Wichert Akkerman

Software design? Strange hacks? All of the above please!

Since the last time I wrote about Lingua a
lot has happened: Most significantly support for message contxts has been
added, which can be used today in Pyramid applications, more information is
provided for translators, and a new API for creating extraction plugins has
been added.

Message context in ZPT templates

When making an application translatable you may find that you use the exact
same text in multiple places, but the meaning is slightly different. For
example: To disambiguate these messages you can do two things: use a different
message identifier, or define the message context.

Until very recently specifying the message identifier was the only option. THis
is done by specifying an identifier in the i18n:translate attribute.

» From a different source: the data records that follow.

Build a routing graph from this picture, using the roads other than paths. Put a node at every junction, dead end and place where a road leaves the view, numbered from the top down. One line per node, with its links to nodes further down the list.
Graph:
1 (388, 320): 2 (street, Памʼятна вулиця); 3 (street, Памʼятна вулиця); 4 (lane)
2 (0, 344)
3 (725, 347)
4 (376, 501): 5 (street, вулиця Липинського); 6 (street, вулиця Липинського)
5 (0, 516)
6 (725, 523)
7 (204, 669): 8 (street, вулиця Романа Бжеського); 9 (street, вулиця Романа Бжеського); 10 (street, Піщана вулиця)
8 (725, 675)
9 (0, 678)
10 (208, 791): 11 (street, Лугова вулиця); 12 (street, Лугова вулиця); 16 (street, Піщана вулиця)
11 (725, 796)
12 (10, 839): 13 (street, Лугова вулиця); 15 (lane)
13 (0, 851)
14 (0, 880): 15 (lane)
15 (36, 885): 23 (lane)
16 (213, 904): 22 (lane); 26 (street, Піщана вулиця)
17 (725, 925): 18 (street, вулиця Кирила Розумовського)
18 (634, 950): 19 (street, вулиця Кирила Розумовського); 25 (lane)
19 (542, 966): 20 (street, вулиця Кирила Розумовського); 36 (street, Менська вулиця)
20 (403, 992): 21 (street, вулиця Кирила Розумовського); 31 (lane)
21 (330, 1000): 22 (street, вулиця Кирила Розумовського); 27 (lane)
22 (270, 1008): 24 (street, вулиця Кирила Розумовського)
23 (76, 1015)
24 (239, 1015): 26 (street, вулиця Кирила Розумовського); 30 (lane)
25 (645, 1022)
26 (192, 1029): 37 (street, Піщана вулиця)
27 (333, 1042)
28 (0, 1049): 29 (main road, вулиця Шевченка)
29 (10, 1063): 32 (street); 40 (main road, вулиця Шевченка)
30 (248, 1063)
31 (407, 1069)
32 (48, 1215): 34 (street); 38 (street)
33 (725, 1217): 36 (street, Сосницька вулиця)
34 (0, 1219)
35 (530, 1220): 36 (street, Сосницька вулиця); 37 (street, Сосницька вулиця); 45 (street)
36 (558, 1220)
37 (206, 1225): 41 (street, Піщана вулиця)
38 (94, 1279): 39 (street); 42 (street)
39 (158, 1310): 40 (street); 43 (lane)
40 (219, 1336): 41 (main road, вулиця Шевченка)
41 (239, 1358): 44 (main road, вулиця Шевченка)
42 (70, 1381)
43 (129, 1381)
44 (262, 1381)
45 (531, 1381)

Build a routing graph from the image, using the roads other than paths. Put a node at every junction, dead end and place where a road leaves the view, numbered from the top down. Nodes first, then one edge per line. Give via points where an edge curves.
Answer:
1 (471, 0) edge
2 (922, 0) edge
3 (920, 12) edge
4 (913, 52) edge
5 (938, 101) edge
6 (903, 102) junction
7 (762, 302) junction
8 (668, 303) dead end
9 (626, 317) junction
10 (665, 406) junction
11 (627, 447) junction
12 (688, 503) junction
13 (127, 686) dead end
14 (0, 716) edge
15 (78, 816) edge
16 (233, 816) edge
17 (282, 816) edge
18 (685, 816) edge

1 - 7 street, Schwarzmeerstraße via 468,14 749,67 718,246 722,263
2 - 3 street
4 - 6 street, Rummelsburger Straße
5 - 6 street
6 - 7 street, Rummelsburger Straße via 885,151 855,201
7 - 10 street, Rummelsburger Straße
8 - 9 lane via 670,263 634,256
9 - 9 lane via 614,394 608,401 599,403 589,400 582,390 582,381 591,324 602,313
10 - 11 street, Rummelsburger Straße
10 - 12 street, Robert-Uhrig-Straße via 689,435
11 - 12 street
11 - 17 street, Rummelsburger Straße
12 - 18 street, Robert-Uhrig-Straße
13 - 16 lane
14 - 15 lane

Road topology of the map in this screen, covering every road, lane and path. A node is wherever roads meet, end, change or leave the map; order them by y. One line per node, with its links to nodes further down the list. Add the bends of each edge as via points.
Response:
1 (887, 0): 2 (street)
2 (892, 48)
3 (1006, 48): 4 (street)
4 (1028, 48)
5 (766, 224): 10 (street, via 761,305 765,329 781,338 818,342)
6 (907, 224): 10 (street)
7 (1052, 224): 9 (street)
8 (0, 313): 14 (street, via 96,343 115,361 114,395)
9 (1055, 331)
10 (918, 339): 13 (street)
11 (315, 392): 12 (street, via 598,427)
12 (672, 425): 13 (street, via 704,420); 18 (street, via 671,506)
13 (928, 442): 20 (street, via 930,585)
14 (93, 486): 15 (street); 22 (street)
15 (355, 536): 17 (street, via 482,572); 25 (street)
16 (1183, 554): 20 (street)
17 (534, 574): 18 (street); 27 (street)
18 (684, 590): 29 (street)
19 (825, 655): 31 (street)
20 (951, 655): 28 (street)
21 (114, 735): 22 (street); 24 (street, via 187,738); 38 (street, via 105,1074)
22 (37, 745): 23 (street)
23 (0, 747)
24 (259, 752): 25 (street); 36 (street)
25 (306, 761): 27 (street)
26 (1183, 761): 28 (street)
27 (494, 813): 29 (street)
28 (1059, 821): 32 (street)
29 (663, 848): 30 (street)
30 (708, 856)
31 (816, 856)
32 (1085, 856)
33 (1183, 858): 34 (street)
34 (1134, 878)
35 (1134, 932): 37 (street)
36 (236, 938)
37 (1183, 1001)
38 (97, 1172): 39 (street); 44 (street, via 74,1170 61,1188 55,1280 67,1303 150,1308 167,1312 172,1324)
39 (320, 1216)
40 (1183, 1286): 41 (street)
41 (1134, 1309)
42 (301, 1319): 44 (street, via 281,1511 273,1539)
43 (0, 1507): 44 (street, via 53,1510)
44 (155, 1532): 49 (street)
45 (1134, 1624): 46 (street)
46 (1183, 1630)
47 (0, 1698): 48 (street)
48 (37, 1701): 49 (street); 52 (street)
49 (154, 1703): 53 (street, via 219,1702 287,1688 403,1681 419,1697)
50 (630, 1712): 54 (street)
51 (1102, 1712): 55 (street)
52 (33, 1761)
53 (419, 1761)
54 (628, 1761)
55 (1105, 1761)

<button i18n:translate="button_save">Save</button>

This approach works, but has one downside: in the PO file it puts the canonical
text in a comment and shows the identifier as canonical text.

#. Default: Save
msgid "button_save"
msgstr ""

Not all translations tools can handle this, and the result may be confusing for
translators. Chameleon and Lingua now also support
the message contexts to handle this more cleanly. The context can be defined
with a new i18n:context attribute.

<button i18n:context="button" i18n:translate="">Save</button>

The context is inherited (similar to i18n:domain), so you can use it on
larger scopes such as fieldsets or forms as well. The resulting PO entry now
looks like this:

msgctxt "button"
msgid "Save"
msgstr ""

To use this you will need to use Chameleon 2.18 and translationstring 1.3 or
later. At this moment message contexts are not supported by zope.i18n, so you
can not use this in Zope or Plone.

Nested texts in ZPT templates

A common problem when translating text in HTML documents is that text can
be split over multiple elements. Take this simple example:

<p>See what <em>looks best on you</em> in just a few steps</p>

Part of the sentence is emphasized by wrapping it in an <em> element. When
making this translatable you get the following HTML:

<p i18n:translate="">See what
  <em i18:name="looks-best" i18n:translate="">looks best on you</em>
  in just a few steps</p>

which results in these PO file entries:

msgid "See what ${looks-best} in just a few steps"
msgtr ""

msgid "looks best on you"
msgstr ""

When a translator works with this PO file it is impossible to see how the
“looks best on you” text is used. This will quickly lead to incorrect
translations. For example the naive translation to German is “steht Ihnen am
besten”. This is incorrect here; the right translation is “Ihnen am besten
steht”.

To help translators Lingua will now automatically add a comment to messages
which explains the context of the message. For the same input Lingua will
now generate this:

#. Canonical text for ${looks-best} is: "looks best on you"
msgid "See what ${looks-best} in just a few steps"
msgtr ""

#. Used in sentence: "See what ${looks-best} in just a few steps"
msgid "looks best on you"
msgstr ""

This guarantees that translators have all information necessary to create
the right translations.

Extraction API

Lingua 3.2 introduced a new stable API for creating extraction plugins for
Lingua. This is an alternative to the support for Babel plugins, allowing
plugins to use Lingua’s internal API for improved handling of included
Python code and to provide more data for messages.

Writing a plugin is easy to do. The first thing needed is to
write your extractor as a class which implements the
lingua.extractor.Extractor
ABC. Here is a trivial example that will always return a single message:

from lingua.extractors import Extractor
from lingua.extractors import Message

class MyExtractor(Extractor):
    '''One-line description for --list-extractors'''
    extensions = ['.txt']

    def __call__(self, filename, options):
            return [Message(None, 'msgid', None, [], u'', u'', (filename, 1))]

The next step is to register your extractor with lingua using a setuptools
entry point:

setup(name='mypackage',
      ...
      install_requires=['lingua'],
      ...
      entry_points='''
      [lingua.extractors]
      my_extractor = mypackage.extractor:MyExtractor
      '''
      ...)

As soon as your package is install lingua will detect it and use it to process
all txt files.

There is an pull request for Mako to add a lingua
plugin

that will hopefully be merged soon. Support for other languages is always
welcome.